The companion piece is entitled Vernatel, Paysage aux Boeufs (Vernatel Landscape with Oxen).  The mountain range on the right is the Vacherie de la Balme and it overshadows the village of Vernatel in the valley.  The girl, now a grandmother, Geogette Varnaz (née Coslin) who was the model for the previous painting lives with her husband in this village.  This landscape is not topographically correct as the space behind Balthus’ large tree at the left of the painting there would have been another village, Monthoux.  This time, the setting is not a summer’s day but a November day and winter is fast approaching and the farmer needs to gather up his wood for the winter fires.  In the field in the foreground we see the farmer with his pair of oxen struggling to drag a tree trunk across the field.

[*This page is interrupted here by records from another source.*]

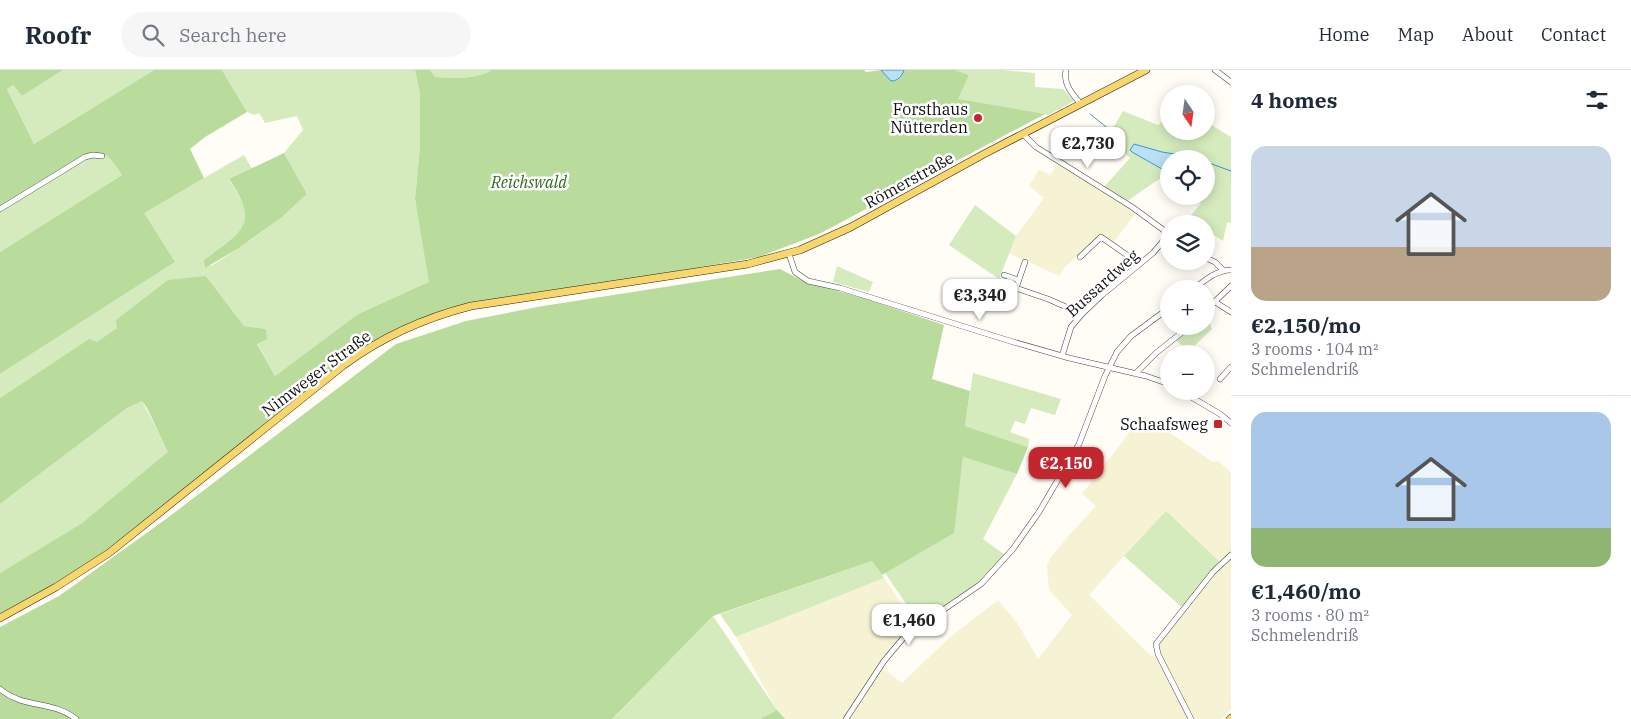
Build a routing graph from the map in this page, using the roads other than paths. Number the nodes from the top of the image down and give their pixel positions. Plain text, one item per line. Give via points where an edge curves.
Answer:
1 (1066, 70) edge
2 (1146, 70) edge
3 (1215, 70) edge
4 (1231, 82) edge
5 (1081, 104) junction
6 (1022, 134) junction
7 (102, 156) dead end
8 (0, 209) edge
9 (1160, 228) edge
10 (1160, 245) edge
11 (789, 254) junction
12 (1080, 257) dead end
13 (1025, 262) dead end
14 (1215, 262) edge
15 (1140, 264) junction
16 (1223, 270) junction
17 (1231, 270) edge
18 (1004, 275) dead end
19 (1018, 280) junction
20 (1206, 280) edge
21 (1231, 286) edge
22 (1215, 302) joint
23 (1231, 312) edge
24 (1082, 314) junction
25 (1160, 316) edge
26 (1177, 335) edge
27 (1062, 356) junction
28 (1110, 367) junction
29 (1231, 367) edge
30 (1136, 374) junction
31 (1160, 380) edge
32 (1220, 380) dead end
33 (1196, 400) edge
34 (1230, 420) edge
35 (1231, 556) edge
36 (0, 618) edge
37 (0, 689) edge
38 (76, 719) edge
39 (846, 719) edge
40 (1191, 719) edge

1 - 5 street via 1067,86
2 - 5 main road, Römerstraße
3 - 4 street
5 - 6 main road, Römerstraße
6 - 9 street via 1036,147
6 - 11 main road, Römerstraße via 851,227
7 - 8 street via 85,157
10 - 15 street, Bussardweg
11 - 27 street via 795,272 808,281
11 - 36 main road, Nimweger Straße via 748,264 471,306 407,327 344,365 109,553 56,588
12 - 15 street via 1101,237
13 - 19 street
14 - 16 street
15 - 24 street, Bussardweg
16 - 17 street
16 - 20 street
18 - 19 street
19 - 24 street via 1016,288
21 - 22 street
22 - 23 street
24 - 27 street, Bussardweg via 1071,327
25 - 28 street via 1122,345
26 - 30 street
27 - 28 street
28 - 30 street
28 - 39 street via 1079,444 1024,535 981,584 895,646
29 - 32 street
30 - 31 street
33 - 34 street
35 - 40 street via 1213,572 1156,644
37 - 38 street via 9,696 27,703 54,707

The Salon II by Balthus (1942)
The Salon II by Balthus (1942)

Also whilst living at Champrovent he completed two paintings Salon I and Salon II both of which harked back to his 1937 work The Blanchard Children.  However instead of the plain, dull background setting of his Paris studio in that work, these two paintings have a more colourful backdrop of one of the rooms at Champrovent.  He started painting Salon I in 1941 but before its completion he worked on the second version which he completed in 1942.  The first version, Salon I, was not completed until 1943 when he and Antoinette were residing in Fribourg.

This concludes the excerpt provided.